PORTLAND, Ore. (Portland Tribune) — Portland-area African-Americans continue to be arrested and jailed in Multnomah County at a far higher rate than white people, and the disparity has grown since 2014, according to a new report released Monday, Nov. 25.
The 43-page report, prepared by The Burns Institute of Oakland, follows up on a 2015 report funded by the John D. and Catherine T. MacArthur Foundation intended to help cities and counties reduce their reliance on jail and prison. The report found that in general, the rate of arrest and conviction in the county has lessened since the last report. And an analysis of the numbers released by Multnomah County District Attorney Rod Underhill stressed that once cases reach his office, many of the disparities disappear.
“There are some things when you look at this data that are good, because raw numbers have gone down since 2014, Right?” said Michael Finley, the institute’s chief of strategy and implementation. “But the nuance is that the disparities still continue. And I think that actually makes Multnomah similar to a lot of the other jurisdictions we’re working with.”

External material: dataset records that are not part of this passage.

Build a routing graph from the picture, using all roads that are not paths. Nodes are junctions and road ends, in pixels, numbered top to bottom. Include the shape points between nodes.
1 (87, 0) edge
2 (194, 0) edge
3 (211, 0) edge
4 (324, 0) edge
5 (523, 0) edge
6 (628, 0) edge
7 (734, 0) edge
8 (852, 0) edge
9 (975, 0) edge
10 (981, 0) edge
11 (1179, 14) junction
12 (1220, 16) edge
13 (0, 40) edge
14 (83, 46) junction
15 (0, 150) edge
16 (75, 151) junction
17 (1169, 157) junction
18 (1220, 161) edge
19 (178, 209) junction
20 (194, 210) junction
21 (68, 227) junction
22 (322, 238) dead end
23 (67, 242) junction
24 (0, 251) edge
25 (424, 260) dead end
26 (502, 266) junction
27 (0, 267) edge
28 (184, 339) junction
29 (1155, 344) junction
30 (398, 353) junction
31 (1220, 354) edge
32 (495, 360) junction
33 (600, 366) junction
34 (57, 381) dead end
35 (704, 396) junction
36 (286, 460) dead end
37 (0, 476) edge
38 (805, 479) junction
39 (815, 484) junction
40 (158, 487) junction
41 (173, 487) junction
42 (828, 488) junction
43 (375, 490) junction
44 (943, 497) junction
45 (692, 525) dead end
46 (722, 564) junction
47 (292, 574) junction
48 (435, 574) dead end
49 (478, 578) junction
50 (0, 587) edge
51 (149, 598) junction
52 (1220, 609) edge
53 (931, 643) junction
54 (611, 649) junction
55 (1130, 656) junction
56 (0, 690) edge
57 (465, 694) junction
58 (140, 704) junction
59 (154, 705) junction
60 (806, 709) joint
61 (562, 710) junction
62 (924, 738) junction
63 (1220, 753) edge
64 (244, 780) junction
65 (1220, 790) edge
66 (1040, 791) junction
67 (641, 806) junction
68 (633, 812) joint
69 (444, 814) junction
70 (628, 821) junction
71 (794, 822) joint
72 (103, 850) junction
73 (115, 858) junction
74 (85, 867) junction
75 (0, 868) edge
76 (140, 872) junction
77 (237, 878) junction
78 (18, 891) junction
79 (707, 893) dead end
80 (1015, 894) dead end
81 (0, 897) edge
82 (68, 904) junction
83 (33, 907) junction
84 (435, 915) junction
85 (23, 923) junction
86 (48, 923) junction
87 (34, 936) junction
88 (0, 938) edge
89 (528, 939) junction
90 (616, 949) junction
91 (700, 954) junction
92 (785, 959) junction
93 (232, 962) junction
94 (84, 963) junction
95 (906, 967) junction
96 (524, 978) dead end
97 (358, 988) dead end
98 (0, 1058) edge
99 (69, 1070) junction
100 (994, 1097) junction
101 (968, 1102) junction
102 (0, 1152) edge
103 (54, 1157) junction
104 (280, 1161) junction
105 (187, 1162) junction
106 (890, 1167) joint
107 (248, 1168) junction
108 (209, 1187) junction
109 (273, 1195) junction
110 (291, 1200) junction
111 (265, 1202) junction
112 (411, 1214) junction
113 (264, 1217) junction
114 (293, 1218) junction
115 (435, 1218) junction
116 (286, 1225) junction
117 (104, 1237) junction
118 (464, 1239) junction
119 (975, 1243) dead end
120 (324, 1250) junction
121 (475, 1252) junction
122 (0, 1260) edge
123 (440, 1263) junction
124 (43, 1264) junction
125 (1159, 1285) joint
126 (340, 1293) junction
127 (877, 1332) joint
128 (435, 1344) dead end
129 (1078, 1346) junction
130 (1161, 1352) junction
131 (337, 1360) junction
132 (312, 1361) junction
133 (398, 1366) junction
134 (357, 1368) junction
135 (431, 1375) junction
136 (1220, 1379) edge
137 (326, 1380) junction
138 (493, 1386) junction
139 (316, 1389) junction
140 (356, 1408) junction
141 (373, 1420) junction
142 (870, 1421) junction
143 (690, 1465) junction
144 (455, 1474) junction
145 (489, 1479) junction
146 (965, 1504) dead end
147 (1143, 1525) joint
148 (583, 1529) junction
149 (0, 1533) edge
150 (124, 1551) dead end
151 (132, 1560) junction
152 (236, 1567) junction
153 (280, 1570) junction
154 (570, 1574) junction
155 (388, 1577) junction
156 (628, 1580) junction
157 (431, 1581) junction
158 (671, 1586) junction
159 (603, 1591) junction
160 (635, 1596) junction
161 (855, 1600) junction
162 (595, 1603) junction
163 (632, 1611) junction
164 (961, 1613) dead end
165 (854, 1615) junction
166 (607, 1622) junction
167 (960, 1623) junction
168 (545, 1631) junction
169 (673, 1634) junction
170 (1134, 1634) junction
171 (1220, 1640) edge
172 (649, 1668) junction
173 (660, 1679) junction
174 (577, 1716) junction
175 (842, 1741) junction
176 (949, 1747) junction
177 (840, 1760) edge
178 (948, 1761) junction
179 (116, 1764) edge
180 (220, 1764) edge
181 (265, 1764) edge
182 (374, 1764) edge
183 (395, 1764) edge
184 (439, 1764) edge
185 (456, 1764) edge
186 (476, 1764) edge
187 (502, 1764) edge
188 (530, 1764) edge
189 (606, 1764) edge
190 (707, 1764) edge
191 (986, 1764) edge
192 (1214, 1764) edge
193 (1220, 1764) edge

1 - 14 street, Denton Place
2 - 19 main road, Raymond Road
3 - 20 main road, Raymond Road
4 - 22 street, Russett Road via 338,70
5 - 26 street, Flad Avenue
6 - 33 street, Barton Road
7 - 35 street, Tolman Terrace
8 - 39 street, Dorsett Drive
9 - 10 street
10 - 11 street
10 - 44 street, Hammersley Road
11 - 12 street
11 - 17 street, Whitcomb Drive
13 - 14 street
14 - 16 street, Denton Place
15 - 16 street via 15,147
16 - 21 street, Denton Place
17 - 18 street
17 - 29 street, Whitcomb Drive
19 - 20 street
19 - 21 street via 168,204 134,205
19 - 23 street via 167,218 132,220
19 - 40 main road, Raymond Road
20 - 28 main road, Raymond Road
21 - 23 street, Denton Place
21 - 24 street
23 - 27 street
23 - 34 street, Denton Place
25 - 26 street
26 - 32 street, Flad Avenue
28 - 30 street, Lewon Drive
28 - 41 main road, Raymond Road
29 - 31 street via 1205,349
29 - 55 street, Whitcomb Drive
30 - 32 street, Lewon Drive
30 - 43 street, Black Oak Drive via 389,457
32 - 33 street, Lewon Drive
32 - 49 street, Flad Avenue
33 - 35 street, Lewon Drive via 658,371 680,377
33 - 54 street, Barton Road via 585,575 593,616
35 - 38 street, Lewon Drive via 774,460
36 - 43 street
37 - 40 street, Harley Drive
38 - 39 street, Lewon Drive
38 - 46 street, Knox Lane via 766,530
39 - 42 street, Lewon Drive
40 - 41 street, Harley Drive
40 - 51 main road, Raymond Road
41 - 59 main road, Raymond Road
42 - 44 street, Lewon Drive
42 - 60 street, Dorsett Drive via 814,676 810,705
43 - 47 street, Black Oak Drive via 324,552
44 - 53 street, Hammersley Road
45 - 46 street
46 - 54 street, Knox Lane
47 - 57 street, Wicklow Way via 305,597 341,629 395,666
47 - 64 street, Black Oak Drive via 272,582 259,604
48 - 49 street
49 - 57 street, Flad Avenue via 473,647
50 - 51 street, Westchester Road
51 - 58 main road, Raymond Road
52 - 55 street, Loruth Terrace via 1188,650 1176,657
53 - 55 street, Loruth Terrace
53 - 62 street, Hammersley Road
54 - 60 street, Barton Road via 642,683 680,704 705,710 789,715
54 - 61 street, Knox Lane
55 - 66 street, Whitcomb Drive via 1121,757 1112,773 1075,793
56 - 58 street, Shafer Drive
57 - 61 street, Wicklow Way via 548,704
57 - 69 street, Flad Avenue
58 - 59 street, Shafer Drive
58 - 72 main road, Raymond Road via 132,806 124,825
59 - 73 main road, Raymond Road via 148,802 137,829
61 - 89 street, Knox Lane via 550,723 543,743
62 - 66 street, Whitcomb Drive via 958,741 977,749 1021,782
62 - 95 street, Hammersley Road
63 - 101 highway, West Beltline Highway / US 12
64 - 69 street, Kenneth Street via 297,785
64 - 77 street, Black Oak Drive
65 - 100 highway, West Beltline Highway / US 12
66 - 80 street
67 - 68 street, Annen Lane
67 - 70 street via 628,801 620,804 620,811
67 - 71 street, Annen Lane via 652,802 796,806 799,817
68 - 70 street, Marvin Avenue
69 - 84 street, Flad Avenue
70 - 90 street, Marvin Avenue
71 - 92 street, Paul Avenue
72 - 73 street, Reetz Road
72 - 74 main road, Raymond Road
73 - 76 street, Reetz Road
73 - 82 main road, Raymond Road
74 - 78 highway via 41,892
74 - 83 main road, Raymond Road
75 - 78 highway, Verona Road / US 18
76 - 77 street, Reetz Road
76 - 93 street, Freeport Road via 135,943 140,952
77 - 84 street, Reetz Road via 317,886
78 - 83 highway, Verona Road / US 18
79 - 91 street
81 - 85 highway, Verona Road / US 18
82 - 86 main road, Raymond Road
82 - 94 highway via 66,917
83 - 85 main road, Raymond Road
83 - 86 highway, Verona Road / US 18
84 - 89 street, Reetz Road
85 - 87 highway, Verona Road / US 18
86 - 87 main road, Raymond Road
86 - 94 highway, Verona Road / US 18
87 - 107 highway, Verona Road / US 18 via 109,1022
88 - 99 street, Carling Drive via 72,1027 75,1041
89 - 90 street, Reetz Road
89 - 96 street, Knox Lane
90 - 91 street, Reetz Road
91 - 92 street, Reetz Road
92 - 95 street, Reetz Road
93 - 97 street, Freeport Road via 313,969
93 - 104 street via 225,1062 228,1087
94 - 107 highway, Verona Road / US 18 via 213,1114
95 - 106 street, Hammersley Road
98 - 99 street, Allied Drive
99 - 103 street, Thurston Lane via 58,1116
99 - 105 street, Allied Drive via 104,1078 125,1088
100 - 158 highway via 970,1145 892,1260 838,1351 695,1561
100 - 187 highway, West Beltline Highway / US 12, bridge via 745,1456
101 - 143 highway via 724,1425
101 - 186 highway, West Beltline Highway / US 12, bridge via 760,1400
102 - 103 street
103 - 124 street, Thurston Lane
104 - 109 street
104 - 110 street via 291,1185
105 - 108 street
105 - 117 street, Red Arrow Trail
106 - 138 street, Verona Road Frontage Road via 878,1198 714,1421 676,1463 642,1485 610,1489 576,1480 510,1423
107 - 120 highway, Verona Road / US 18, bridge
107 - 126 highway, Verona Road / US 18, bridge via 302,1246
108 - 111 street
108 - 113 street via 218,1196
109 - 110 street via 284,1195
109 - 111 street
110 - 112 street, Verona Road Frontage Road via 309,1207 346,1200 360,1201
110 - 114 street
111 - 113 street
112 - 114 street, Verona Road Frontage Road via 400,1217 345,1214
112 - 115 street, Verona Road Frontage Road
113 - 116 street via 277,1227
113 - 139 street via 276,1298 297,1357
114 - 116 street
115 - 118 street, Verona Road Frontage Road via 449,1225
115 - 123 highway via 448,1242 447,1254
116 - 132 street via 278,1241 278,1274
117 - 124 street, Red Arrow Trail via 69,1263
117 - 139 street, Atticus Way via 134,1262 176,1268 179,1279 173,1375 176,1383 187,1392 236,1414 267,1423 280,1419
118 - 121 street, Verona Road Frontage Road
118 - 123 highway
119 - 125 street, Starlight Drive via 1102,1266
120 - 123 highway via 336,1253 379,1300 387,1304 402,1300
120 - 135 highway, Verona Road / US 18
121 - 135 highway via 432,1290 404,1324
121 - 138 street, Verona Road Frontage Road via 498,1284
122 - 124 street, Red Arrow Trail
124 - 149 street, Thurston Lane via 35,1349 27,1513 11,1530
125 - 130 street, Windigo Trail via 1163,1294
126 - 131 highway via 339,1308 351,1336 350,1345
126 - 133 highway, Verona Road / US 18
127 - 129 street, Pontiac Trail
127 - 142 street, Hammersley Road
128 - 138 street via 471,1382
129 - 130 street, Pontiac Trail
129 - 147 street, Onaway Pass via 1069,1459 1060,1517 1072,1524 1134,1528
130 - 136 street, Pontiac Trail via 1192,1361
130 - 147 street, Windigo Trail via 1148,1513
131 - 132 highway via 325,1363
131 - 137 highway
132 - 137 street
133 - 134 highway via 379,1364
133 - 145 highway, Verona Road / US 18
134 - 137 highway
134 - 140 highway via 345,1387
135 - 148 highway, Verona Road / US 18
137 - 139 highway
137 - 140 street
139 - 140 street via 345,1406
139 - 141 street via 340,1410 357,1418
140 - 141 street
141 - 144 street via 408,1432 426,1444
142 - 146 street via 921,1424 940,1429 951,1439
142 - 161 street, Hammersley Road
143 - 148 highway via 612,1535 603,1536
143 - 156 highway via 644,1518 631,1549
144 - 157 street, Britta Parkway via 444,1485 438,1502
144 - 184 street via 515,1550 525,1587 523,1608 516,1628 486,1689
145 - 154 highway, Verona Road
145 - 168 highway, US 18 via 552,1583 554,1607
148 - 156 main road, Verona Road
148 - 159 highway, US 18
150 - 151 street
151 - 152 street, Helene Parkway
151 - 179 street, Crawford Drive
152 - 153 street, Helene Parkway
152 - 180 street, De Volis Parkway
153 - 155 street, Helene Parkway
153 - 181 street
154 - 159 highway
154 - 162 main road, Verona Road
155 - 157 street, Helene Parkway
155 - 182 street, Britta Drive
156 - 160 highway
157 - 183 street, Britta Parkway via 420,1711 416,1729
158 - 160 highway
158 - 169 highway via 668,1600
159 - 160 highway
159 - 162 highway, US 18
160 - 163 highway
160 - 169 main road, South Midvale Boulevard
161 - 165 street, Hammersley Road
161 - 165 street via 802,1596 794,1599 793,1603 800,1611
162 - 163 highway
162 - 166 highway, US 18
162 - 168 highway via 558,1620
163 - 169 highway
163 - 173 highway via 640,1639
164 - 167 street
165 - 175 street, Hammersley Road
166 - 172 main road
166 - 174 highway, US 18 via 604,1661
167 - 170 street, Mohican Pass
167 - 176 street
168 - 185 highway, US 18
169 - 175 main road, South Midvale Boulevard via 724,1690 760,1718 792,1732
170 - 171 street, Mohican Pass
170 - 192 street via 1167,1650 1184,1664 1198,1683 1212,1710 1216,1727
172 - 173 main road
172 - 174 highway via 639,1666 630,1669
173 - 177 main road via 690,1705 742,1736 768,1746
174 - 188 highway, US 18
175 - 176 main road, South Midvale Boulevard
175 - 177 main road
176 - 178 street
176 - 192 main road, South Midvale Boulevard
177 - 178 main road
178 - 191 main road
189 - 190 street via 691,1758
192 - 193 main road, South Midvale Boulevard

Portland Police Chief Danielle Outlaw said her agency’s work on disparities will continue. “It is important for us to continue to dig deeper into the context of the data and identify opportunities to improve the service we provide,” Outlaw said. “Reports such as these help us to realize that over-representation of certain races continues to exist in the criminal justice system and in our stops. The real question is why.”
The 2015 disparities report in Multnomah County was cited in pursuing a variety of initiatives locally.
A series of articles by a collaboration including the Portland Tribune, Pamplin Media Group and Investigate West, called Unequal Justice, delved deeper in 2017.